BookmarkSubscribeRSS Feed
🔒 This topic is solved and locked. Need further help from the community? Please sign in and ask a new question.
ganeshsas764
Obsidian | Level 7

Hi All,

 

I have one query could you please help me on this?

 

Input Dataset :- 

 

ID Jbcode1 Jbcode2 Jbcode3

101 AA          

101             BB

101                              CC

 

I need output like below 

output dataset ;

 

ID  Jbcode1 Jbcode2 Jbcode3

101  AA          

101  AA           BB

101  AA           BB          CC

 

1 ACCEPTED SOLUTION

Accepted Solutions
ganeshsas764
Obsidian | Level 7

Thank you very much 

View solution in original post

10 REPLIES 10
Ksharp
Super User
data have;
input ID (Jbcode1 Jbcode2 Jbcode30) ($);
cards;
101 AA     . .     
101   .          BB .
101   .              .             CC
;
data want;
 update have(obs=0) have;
 by id;
 output;
 run;
 
 proc print;
 run;
 
ganeshsas764
Obsidian | Level 7

Thank you very much 

PaigeMiller
Diamond | Level 26

I have seen people use this type of code on a number of occasions.


update have(obs=0) have;

Can someone explain how/why it works?

 

 

--
Paige Miller
Astounding
PROC Star

UPDATE basics:

 

It takes two data sets.  The first is a master data set (meaning no duplicate values for BY values).  The second is a set of transactions to apply to the master.

 

There can be mismatches ... BY values that appear  in one data set but not the other.

 

UPDATE takes all the transactions, and uses the nonmissing values only to replace values in the master data set.

 

It outputs just one observation per BY group, once all the transactions have been applied.

 

UPDATE feature:

 

You can add an OUTPUT statement, since this is part of a DATA step.  UPDATE then outputs each observation, instead of waiting until all the transactions have been applied.

 

Paper presentation at next SGF.

ganeshsas764
Obsidian | Level 7

Thanks for the explanation 🙂 

 

for supposing id values different if any values are missing particular variable so  I need to replace with above non-missing value to below the missing value

 

Example:-  

input :- 

 

 Id    JB1    JB2  JB3

101   A         B     C

102   .          D      F

103    C       .         .

 

I need output like below 

 

 Id    JB1    JB2  JB3

101   A         B     C

102   A         D      F

103    C       D       F

Ubai
Quartz | Level 8

Is UPDATE a new statement?

Tom
Super User Tom
Super User

@Ubai wrote:

Is UPDATE a new statement?


No.  I used it in 1983.

Tom
Super User Tom
Super User

@PaigeMiller wrote:

I have seen people use this type of code on a number of occasions.


update have(obs=0) have;

Can someone explain how/why it works?


The UPDATE statement requires two datasets.
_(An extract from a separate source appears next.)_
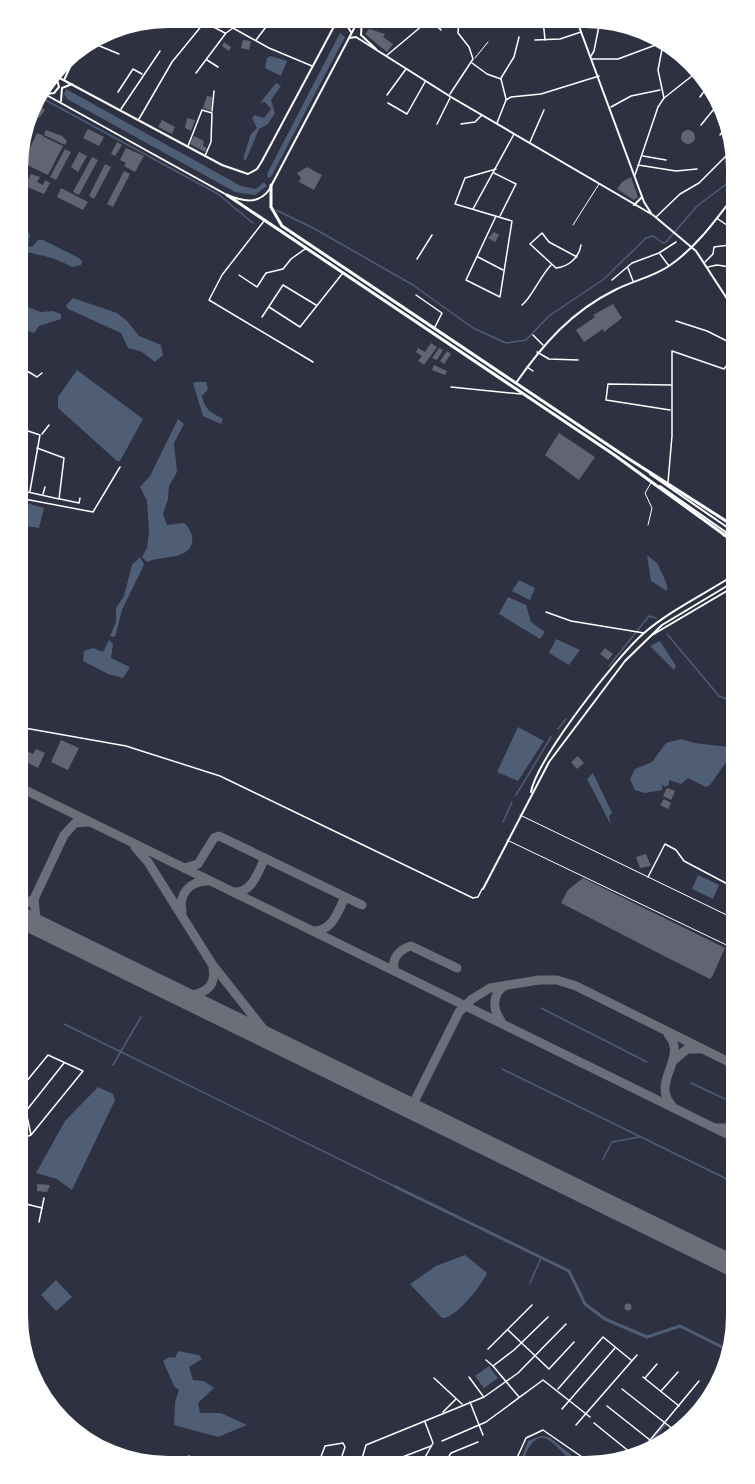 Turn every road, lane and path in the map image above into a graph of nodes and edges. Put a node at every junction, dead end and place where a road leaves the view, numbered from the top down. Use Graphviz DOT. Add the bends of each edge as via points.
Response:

The first one is the original source dataset and the second one is the transactions to be applied.  In addition the source dataset must have unique observations for the BY variables.

 

By using the same dataset for both and use the OBS= dataset option you are starting with a empty source dataset treating all of the data as transactions.  So for the first observation in the BY group the values are just copied from the transaction dataset as a new output record.  For the 2nd, 3rd, etc observation in the transaction dataset the non-missing values will overwrite the current value and the missing values will be ignored.

 

The other trick that the usage in this thread added as to include an explicit OUTPUT statement.  Without the explicit OUTPUT the UPDATE function will only output the final result of all of the transactions for the by group.

PaigeMiller
Diamond | Level 26

Thanks for the explanations, @Tom and @Astounding 

--
Paige Miller
novinosrin
Tourmaline | Level 20

Good afternoon Sir @PaigeMiller  FWIW, I tried to pen the concept though not eloquent and didn't even proof read once, so apologies for the spelling errors and lack of flow having written too fast. Anyways, you can treat it as Garbage in-out 🙂

 

When you have time:

 

Since we know that UPDATE statement typically uses two datasets namely master dataset on the left and transaction dataset on the right to update non missing values from transaction dataset based on the value of the BY group. This essentially means it’s yet another LOOK-UP technique that does an update based on matches.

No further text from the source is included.